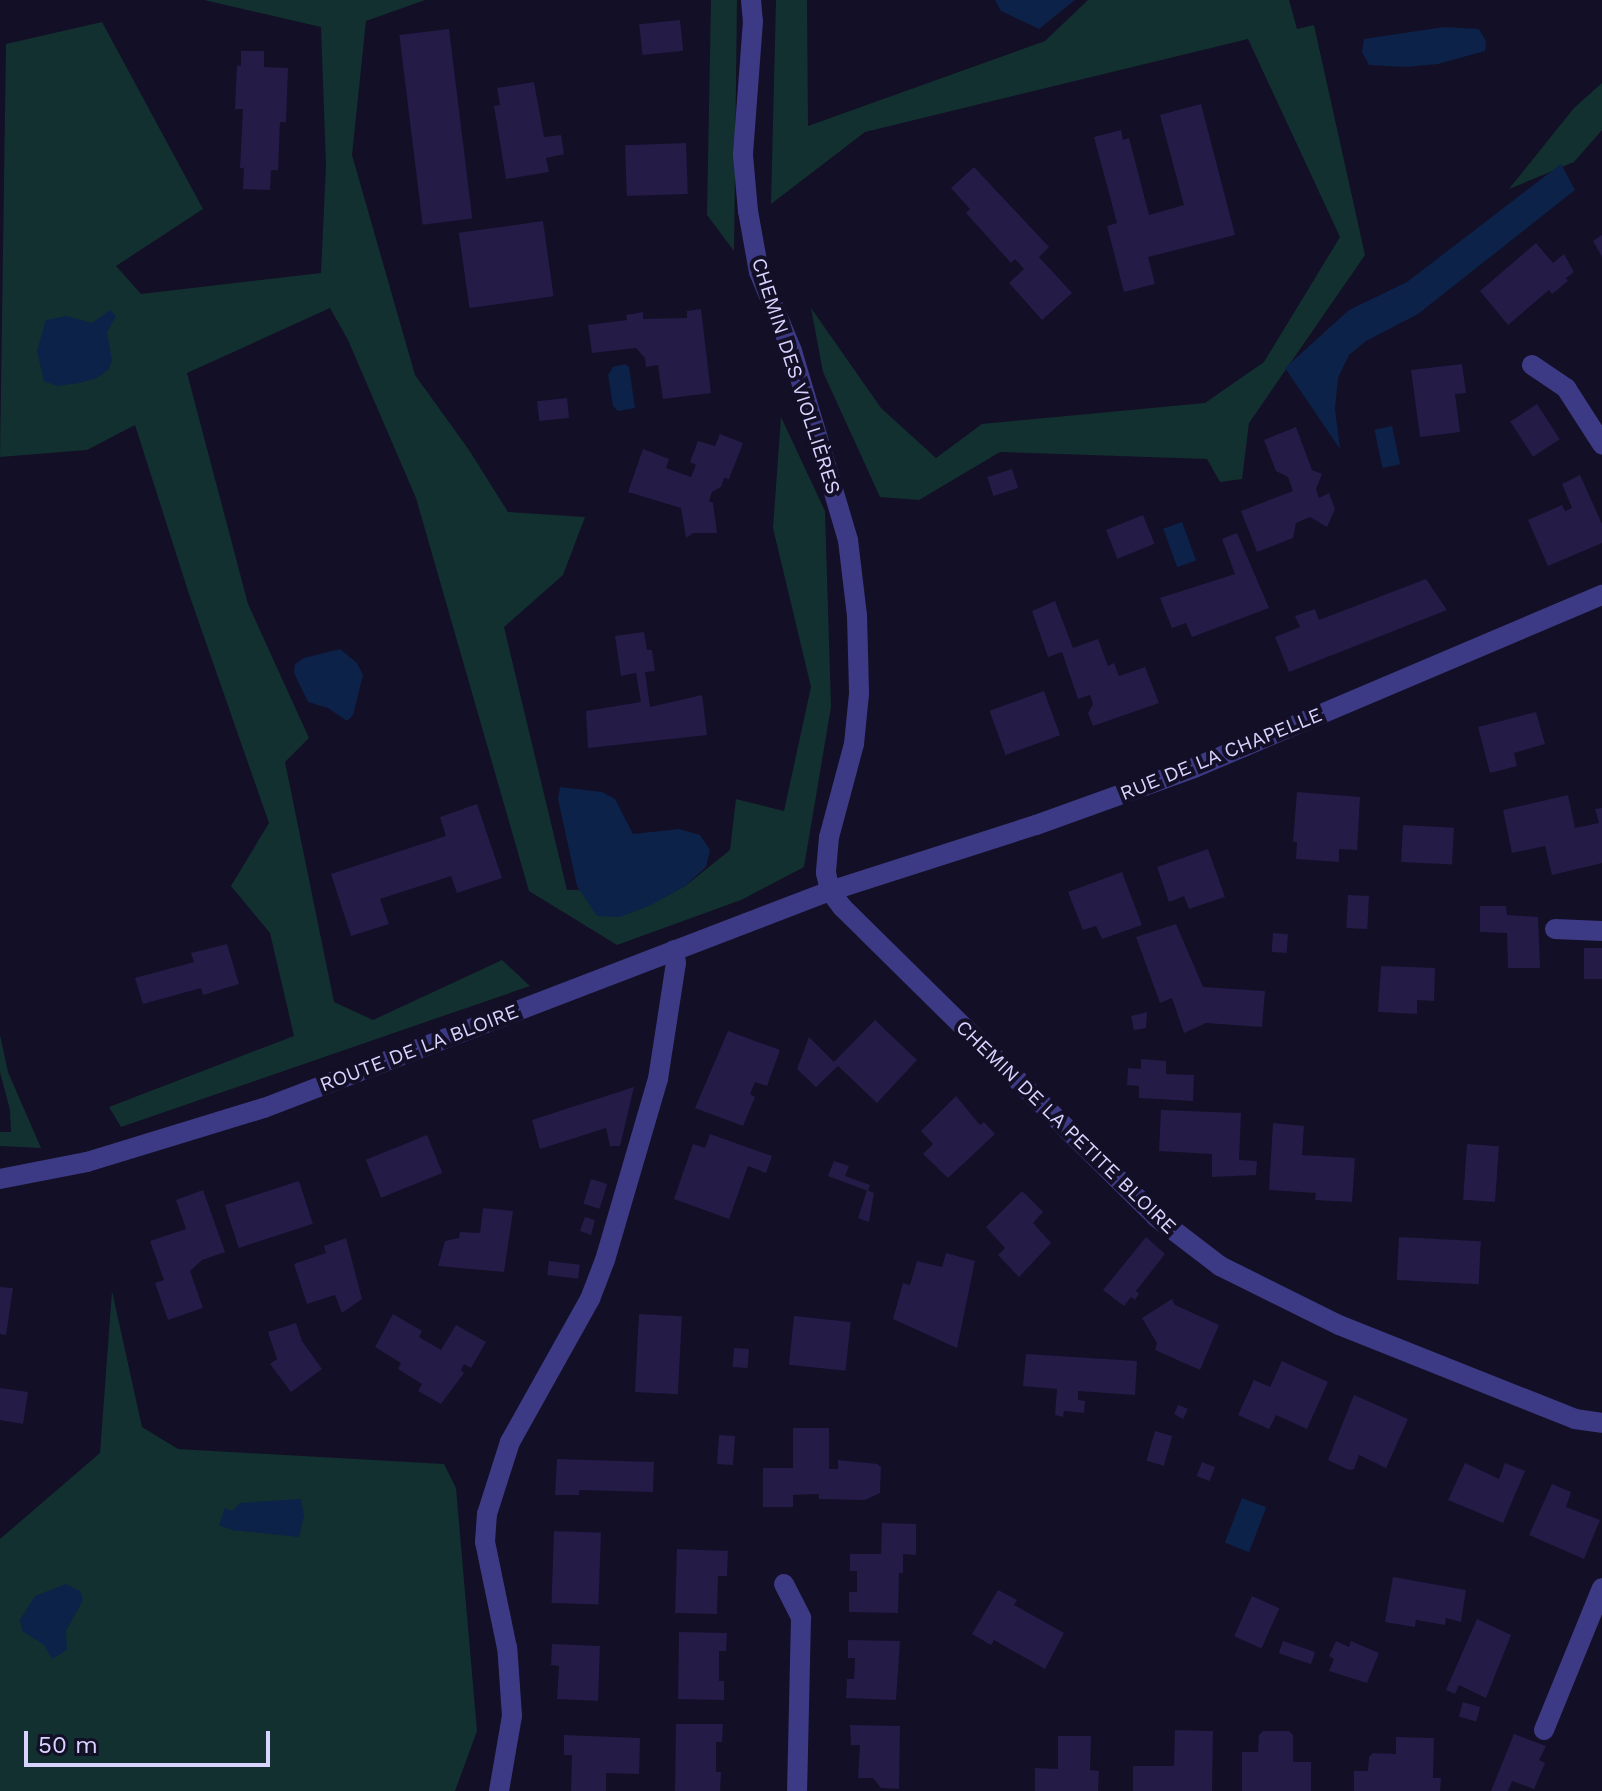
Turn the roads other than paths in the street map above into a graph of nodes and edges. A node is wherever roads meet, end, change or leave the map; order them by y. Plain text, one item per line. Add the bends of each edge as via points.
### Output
1 (751, 0) edge
2 (1532, 365) dead end
3 (1602, 444) edge
4 (1602, 595) edge
5 (830, 891) junction
6 (1555, 929) dead end
7 (1602, 931) edge
8 (674, 950) junction
9 (0, 1179) edge
10 (1602, 1423) edge
11 (784, 1584) dead end
12 (1602, 1588) edge
13 (1544, 1730) dead end
14 (499, 1791) edge
15 (797, 1791) edge

1 - 5 street, CHEMIN DES VIOLLIÈRES via 743,155 748,211 759,272 792,351 848,540 857,615 859,694 854,744 829,837
2 - 3 street via 1566,388
4 - 5 street, RUE DE LA CHAPELLE via 1194,768
5 - 8 street, ROUTE DE LA BLOIRE
5 - 10 street, CHEMIN DE LA PETITE BLOIRE via 1156,1217 1209,1259 1339,1325 1575,1419
6 - 7 street
8 - 9 street, ROUTE DE LA BLOIRE via 264,1108 87,1162
8 - 14 street via 658,1079 605,1260 590,1299 510,1442 487,1514 485,1542 507,1648 512,1716
11 - 15 street via 801,1618
12 - 13 street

What needs to be done: Your task is an exact printout of the records above, with no pictures.

Task result:
Turn the roads other than paths in the street map above into a graph of nodes and edges. A node is wherever roads meet, end, change or leave the map; order them by y. Plain text, one item per line. Add the bends of each edge as via points.
### Output
1 (751, 0) edge
2 (1532, 365) dead end
3 (1602, 444) edge
4 (1602, 595) edge
5 (830, 891) junction
6 (1555, 929) dead end
7 (1602, 931) edge
8 (674, 950) junction
9 (0, 1179) edge
10 (1602, 1423) edge
11 (784, 1584) dead end
12 (1602, 1588) edge
13 (1544, 1730) dead end
14 (499, 1791) edge
15 (797, 1791) edge

1 - 5 street, CHEMIN DES VIOLLIÈRES via 743,155 748,211 759,272 792,351 848,540 857,615 859,694 854,744 829,837
2 - 3 street via 1566,388
4 - 5 street, RUE DE LA CHAPELLE via 1194,768
5 - 8 street, ROUTE DE LA BLOIRE
5 - 10 street, CHEMIN DE LA PETITE BLOIRE via 1156,1217 1209,1259 1339,1325 1575,1419
6 - 7 street
8 - 9 street, ROUTE DE LA BLOIRE via 264,1108 87,1162
8 - 14 street via 658,1079 605,1260 590,1299 510,1442 487,1514 485,1542 507,1648 512,1716
11 - 15 street via 801,1618
12 - 13 street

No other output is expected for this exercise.